Capita spesso, sentendo e leggendo pareri e opinioni, di pensare che l’autore di turno parli per sentito dire. A volte sembra quasi una moda di questi tempi, e pretendere spiegazioni o chiarimenti diventa una sconvenienza, una maleducazione. Queste considerazioni e l’effetto negativo che hanno avuto su di me hanno sicuramente avuto un ruolo importante nella decisione di iniziare a scrivere qualcosa sulla mobilità nelle nostre città in una maniera diversa dal solito.
Un passo indietro: in tanti si ritrovano a parlare, con amici e conoscenti, di traffico, di autobus che non passano e della ricerca del posto auto perduto; uno di questi “discorsi a perdere” con amici di opinioni assai divergenti mi ha fatto venire voglia di scrivere come la penso sull’argomento; da lì in poi il problema è stato, come sempre, saperne un po’ di più.
E allora decidere di mettersi a scrivere solitamente equivale ad espletare una serie di operazioni preliminari, ovvero sedersi al computer e leggere, leggere tutto quello che si riesce a trovare sull’argomento in questione, guardando foto, a volte filmati, a volte addirittura grafici a torta.

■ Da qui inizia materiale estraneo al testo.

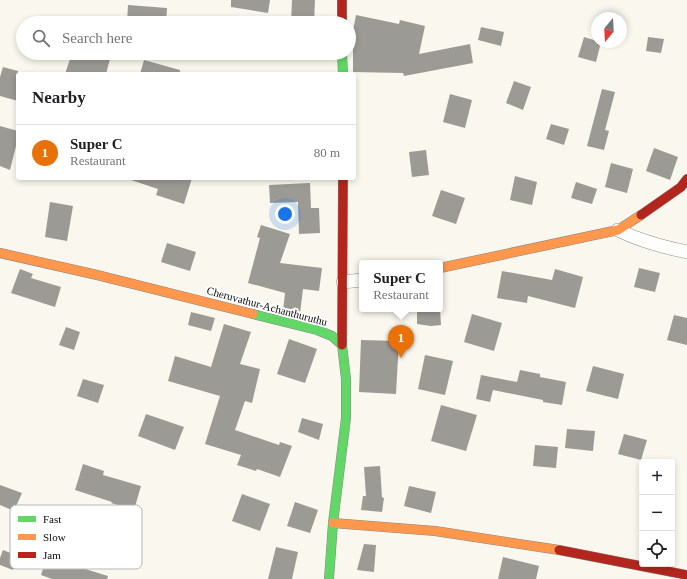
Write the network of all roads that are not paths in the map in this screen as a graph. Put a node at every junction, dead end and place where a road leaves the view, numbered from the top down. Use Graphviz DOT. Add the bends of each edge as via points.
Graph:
graph roads {
  1 [pos="342,0"];
  2 [pos="342,16"];
  3 [pos="342,60"];
  4 [pos="343,72"];
  5 [pos="687,179"];
  6 [pos="343,180"];
  7 [pos="618,230"];
  8 [pos="687,252"];
  9 [pos="0,253"];
  10 [pos="443,267"];
  11 [pos="359,280"];
  12 [pos="344,282"];
  13 [pos="342,345"];
  14 [pos="333,523"];
  15 [pos="687,575"];
  16 [pos="332,578"];
  1 -- 2 [label="street"];
  3 -- 4 [label="street"];
  5 -- 7 [label="street" via="681,187"];
  6 -- 12 [label="street"];
  7 -- 8 [label="street" via="630,236"];
  7 -- 10 [label="street"];
  9 -- 13 [label="street, Cheruvathur-Achanthuruthu" via="317,330 332,336"];
  11 -- 12 [label="street"];
  12 -- 13 [label="street"];
  13 -- 14 [label="street" via="346,379 346,418"];
  14 -- 15 [label="street" via="435,531 544,547"];
  14 -- 16 [label="street"];
}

È il bello della rete.
Questa volta invece no. Sono bastati l’invito di un’amica, e, perché negarlo, un po’ di sole, e mi sono ritrovata in strada con una bici, sorpresa più di me del fatto che mi fossi ricordata di lei. E via. Quale modo migliore di farsi un’idea sulla bici come mezzo di spostamento oltre che di svago se non andarci a fare un giro? Cominciamo a vederlo da vicino questo traffico – quella che sbuffa cambiando stazione all’autoradio, quello che attraversa la strada con l’occhio al semaforo – ferma in sella tra i motorini.
Destinazione Teatro di Tor Bella Monaca (Roma), partendo dalla casa/base. Che c’è di strano?, direte voi. Seguitemi bene perché la prima notizia è questa: che ci ho messo molto meno di quanto pensassi, un’ora e un quarto ad andare e, stranamente, un ora e un quarto a tornare, senza ‘correre’ assolutamente, con un andatura più che blanda, vista anche la temperatura; fermandomi lì un oretta a vedere i quadri molto belli di Jessica (la mia amica). L’altra cosa, la seconda, forse ancora più interessante, soprattutto per chi non conosce bene Roma (e devo ammettere che neanch’io sapevo dove fosse Tor Bella Monaca oggi alle 12), è che casa (vicino la stazione Balduina, lungo la linea ferroviaria regionale che va a Viterbo) si trova a nord ovest rispetto al centro della città, a poco più di 17 chilometri dal Teatro in questione, che sta nella periferia orientale della capitale. Diciassette chilometri, e in linea d’aria.
Ma, la vera cosa interessante, il dato essenziale del problema, alla fine qual è? È che io non sono una ciclista, assolutamente. Non ho fisico o resistenza o muscoli particolari, passo il tempo al computer, tanto per capirci. E l’avere attraversato la città, così, da un giorno all’altro, senza avere cominciato con il giro del palazzo, poi del quartiere, allontanandomi piano piano, non mi ha causato sudorazioni incontenibili durante né indicibili dolori muscolari dopo. Non male come quadro generale, direi che l’esperimento si possa considerare tutt’altro che inutile, da un certo punto di vista riuscito.
Questo non significa che tutti debbano comprarsi la bici e fare 40 chilometri al giorno, assolutamente. L’episodio dimostra solamente che il modo migliore, per tutti, di girare in qualsiasi città, è la bicicletta.
Fine. Non replicate. Ci ho pensato bene. Non c’è niente da replicare.
Cercate solo di farlo capire e provare a tutti.